_MATERIALS PROVIDED_.

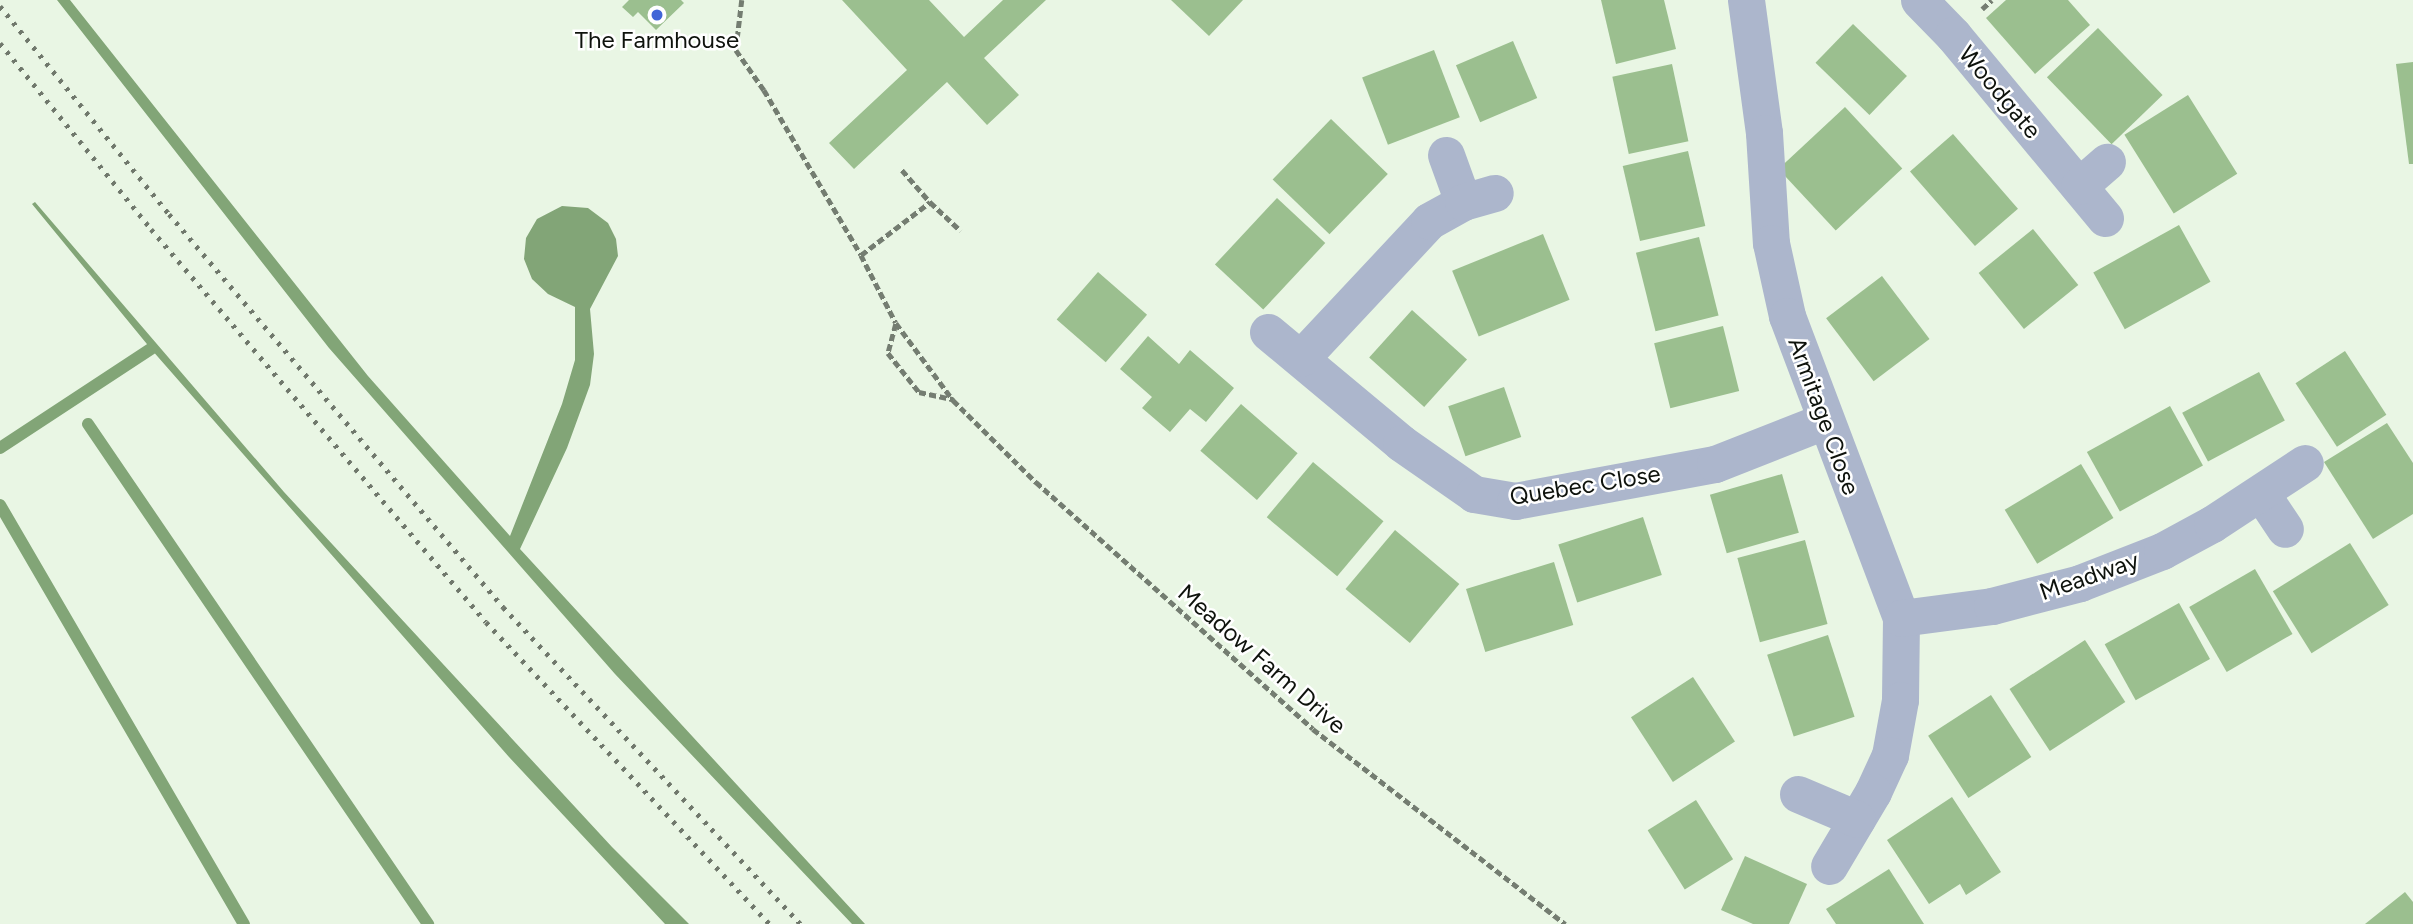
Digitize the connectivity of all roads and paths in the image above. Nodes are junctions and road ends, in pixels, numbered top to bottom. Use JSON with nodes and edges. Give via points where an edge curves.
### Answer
{"nodes":[{"id":1,"x":742,"y":0,"type":"edge"},
{"id":2,"x":1746,"y":0,"type":"edge"},
{"id":3,"x":1919,"y":0,"type":"edge"},
{"id":4,"x":1446,"y":155,"type":"dead end"},
{"id":5,"x":2107,"y":162,"type":"dead end"},
{"id":6,"x":902,"y":170,"type":"dead end"},
{"id":7,"x":2079,"y":186,"type":"junction"},
{"id":8,"x":930,"y":202,"type":"junction"},
{"id":9,"x":2105,"y":218,"type":"dead end"},
{"id":10,"x":961,"y":231,"type":"dead end"},
{"id":11,"x":862,"y":256,"type":"junction"},
{"id":12,"x":896,"y":323,"type":"junction"},
{"id":13,"x":1268,"y":332,"type":"dead end"},
{"id":14,"x":1301,"y":358,"type":"junction"},
{"id":15,"x":954,"y":400,"type":"junction"},
{"id":16,"x":1824,"y":421,"type":"junction"},
{"id":17,"x":2305,"y":463,"type":"dead end"},
{"id":18,"x":2261,"y":492,"type":"junction"},
{"id":19,"x":2285,"y":529,"type":"dead end"},
{"id":20,"x":1901,"y":618,"type":"junction"},
{"id":21,"x":1798,"y":794,"type":"dead end"},
{"id":22,"x":1857,"y":819,"type":"junction"},
{"id":23,"x":1829,"y":866,"type":"dead end"},
{"id":24,"x":1565,"y":924,"type":"edge"}],
"edges":[{"from":1,"to":11,"type":"path","name":"Meadow Farm Drive","via":[[736,50]]},
{"from":2,"to":16,"type":"street","name":"Armitage Close","via":[[1764,133],[1770,243],[1787,316]]},
{"from":3,"to":7,"type":"street","name":"Woodgate"},
{"from":4,"to":14,"type":"street","via":[[1479,197],[1429,222]]},
{"from":5,"to":7,"type":"street"},
{"from":6,"to":8,"type":"path"},
{"from":7,"to":9,"type":"street","name":"Woodgate"},
{"from":8,"to":10,"type":"path"},
{"from":8,"to":11,"type":"path"},
{"from":11,"to":12,"type":"path","name":"Meadow Farm Drive"},
{"from":12,"to":15,"type":"path","name":"Meadow Farm Drive"},
{"from":12,"to":15,"type":"path","via":[[888,353],[919,392]]},
{"from":13,"to":14,"type":"street","name":"Quebec Close"},
{"from":14,"to":16,"type":"street","name":"Quebec Close","via":[[1401,443],[1474,494],[1515,501],[1715,464]]},
{"from":15,"to":24,"type":"path","name":"Meadow Farm Drive","via":[[1036,482],[1313,729]]},
{"from":16,"to":20,"type":"street","name":"Armitage Close"},
{"from":17,"to":18,"type":"street","name":"Meadway"},
{"from":18,"to":19,"type":"street"},
{"from":18,"to":20,"type":"street","name":"Meadway","via":[[2162,551],[2080,583],[1992,606]]},
{"from":20,"to":22,"type":"street","name":"Armitage Close","via":[[1900,700],[1890,755]]},
{"from":21,"to":22,"type":"street"},
{"from":22,"to":23,"type":"street","name":"Armitage Close"}]}
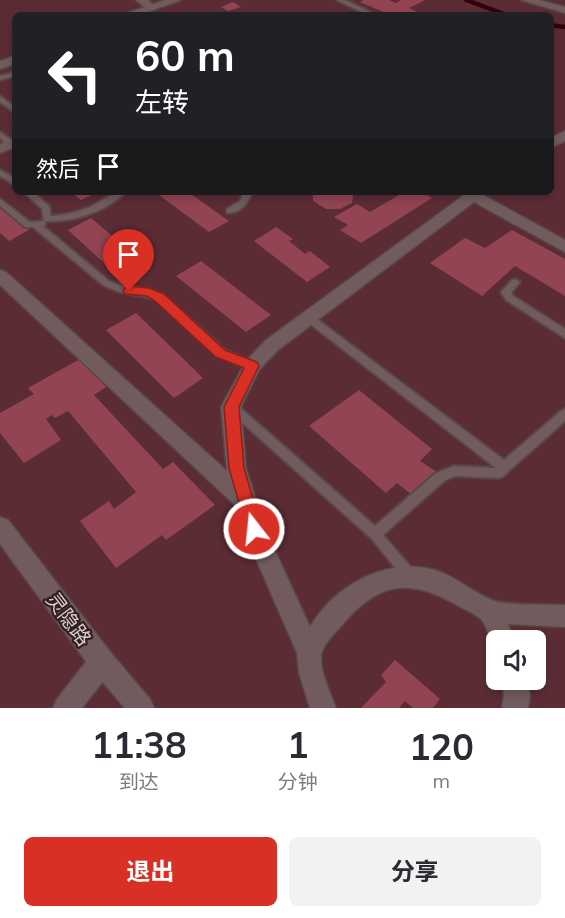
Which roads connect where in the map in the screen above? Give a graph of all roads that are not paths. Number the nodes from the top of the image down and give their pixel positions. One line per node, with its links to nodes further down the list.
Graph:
1 (141, 0): 5 (street)
2 (176, 0): 5 (street)
3 (340, 0): 10 (lane)
4 (526, 0): 6 (street)
5 (151, 7): 7 (street); 8 (street); 9 (street)
6 (565, 10)
7 (128, 12)
8 (137, 12)
9 (140, 12)
10 (366, 12)
11 (0, 98): 12 (lane)
12 (4, 106)
13 (31, 195): 20 (lane)
14 (117, 195): 20 (lane)
15 (247, 195): 19 (lane)
16 (469, 195): 25 (street)
17 (475, 195): 22 (street)
18 (0, 202): 21 (lane)
19 (230, 211)
20 (47, 219): 21 (lane)
21 (36, 225): 27 (lane)
22 (565, 247)
23 (0, 276): 31 (street)
24 (515, 282): 26 (lane)
25 (309, 317): 27 (street); 30 (lane)
26 (565, 334)
27 (252, 366): 28 (street)
28 (231, 407): 31 (street); 33 (lane)
29 (565, 414): 30 (lane)
30 (505, 468): 33 (lane)
31 (246, 503): 38 (street)
32 (0, 527): 39 (street, 灵隐路)
33 (375, 534): 34 (lane)
34 (411, 576): 35 (street); 38 (street)
35 (491, 612): 36 (street); 37 (street)
36 (565, 616)
37 (498, 630)
38 (309, 652): 43 (street)
39 (102, 662): 41 (street); 42 (street, 灵隐路)
40 (516, 690): 44 (street)
41 (66, 708)
42 (141, 708)
43 (323, 708)
44 (515, 708)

_WHAT YOU HAVE TO DO_. Which lines of the data above contain the string "edges"? Copy each of them.

_EXPECTED ANSWER_.
Digitize the connectivity of all roads and paths in the image above. Nodes are junctions and road ends, in pixels, numbered top to bottom. Use JSON with nodes and edges. Give via points where an edge curves.
"edges":[{"from":1,"to":11,"type":"path","name":"Meadow Farm Drive","via":[[736,50]]},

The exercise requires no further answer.